Does mxnet have the plan to support model parallelism on distributed environment? It means to split cerntain layers into sublayers which run across different machines, although much larger communication cost is introduced, while under situations where model couldnot be contained on single machine, it's a useful feature.
@sxjscience Could this implementation run on disributed environment?

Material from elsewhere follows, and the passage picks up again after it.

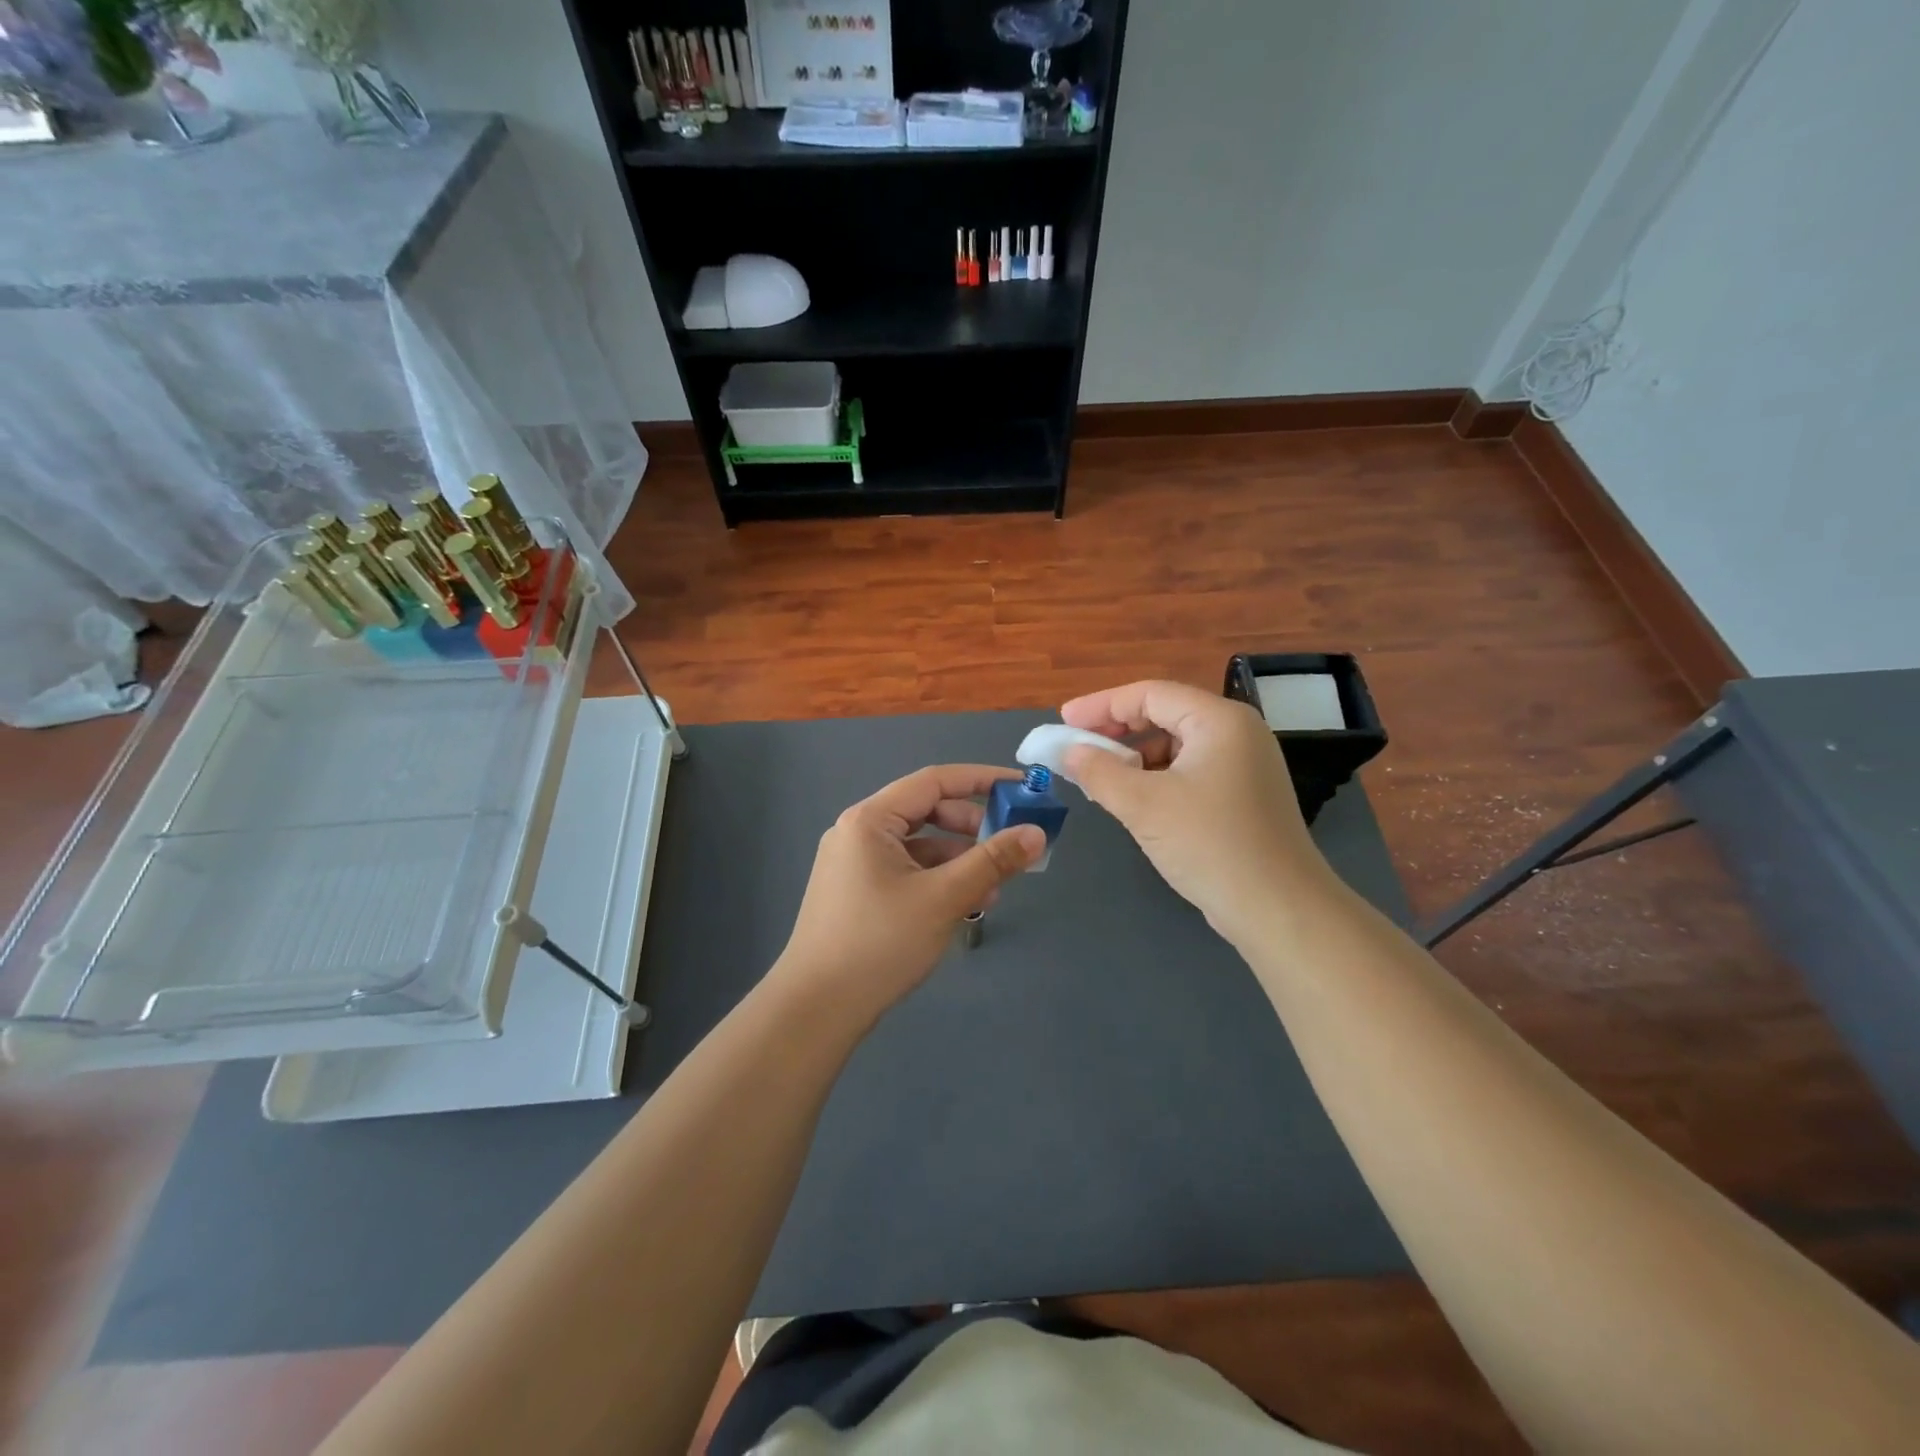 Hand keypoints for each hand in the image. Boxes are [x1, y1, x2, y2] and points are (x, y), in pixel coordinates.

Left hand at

Another question, such model parallelism is designed to assign different layers to different devices, and pipeline used to connect devices. If I want both data parallelism and model parallelism for such a pipeline, for example, I use 3 machines for lstm encoder, and 3 machines for lstm decoder, could mxnet support such kinds of hybrid parallelism?
Additionally, could such kinds of pipeline design be generalized to CNN/DNN ? For example, full connect layers are assigned to some machines, while other layers are assigned to other machines where data parallelism is used.
Sorry that I've misinterpreted the question. The example is not for the distributed environment. But I think we can achieve such pipeline using the current KVStore/Executor APIs.
multi machine model parallel is doable with low level api (executor+kvstore), but with modern gpus it's usually unnecessarily complicated and under performing except maybe for very special cases. Recommendation system & matrix factorization is one such case. I suggest you talk with @xlvector if you are interested
even with rs and mf, data parallelism is still preferred due to better performance
@mli But what about the situation where model could not be contained within single machine? In many cases model parallelism is used not because of performance but model size.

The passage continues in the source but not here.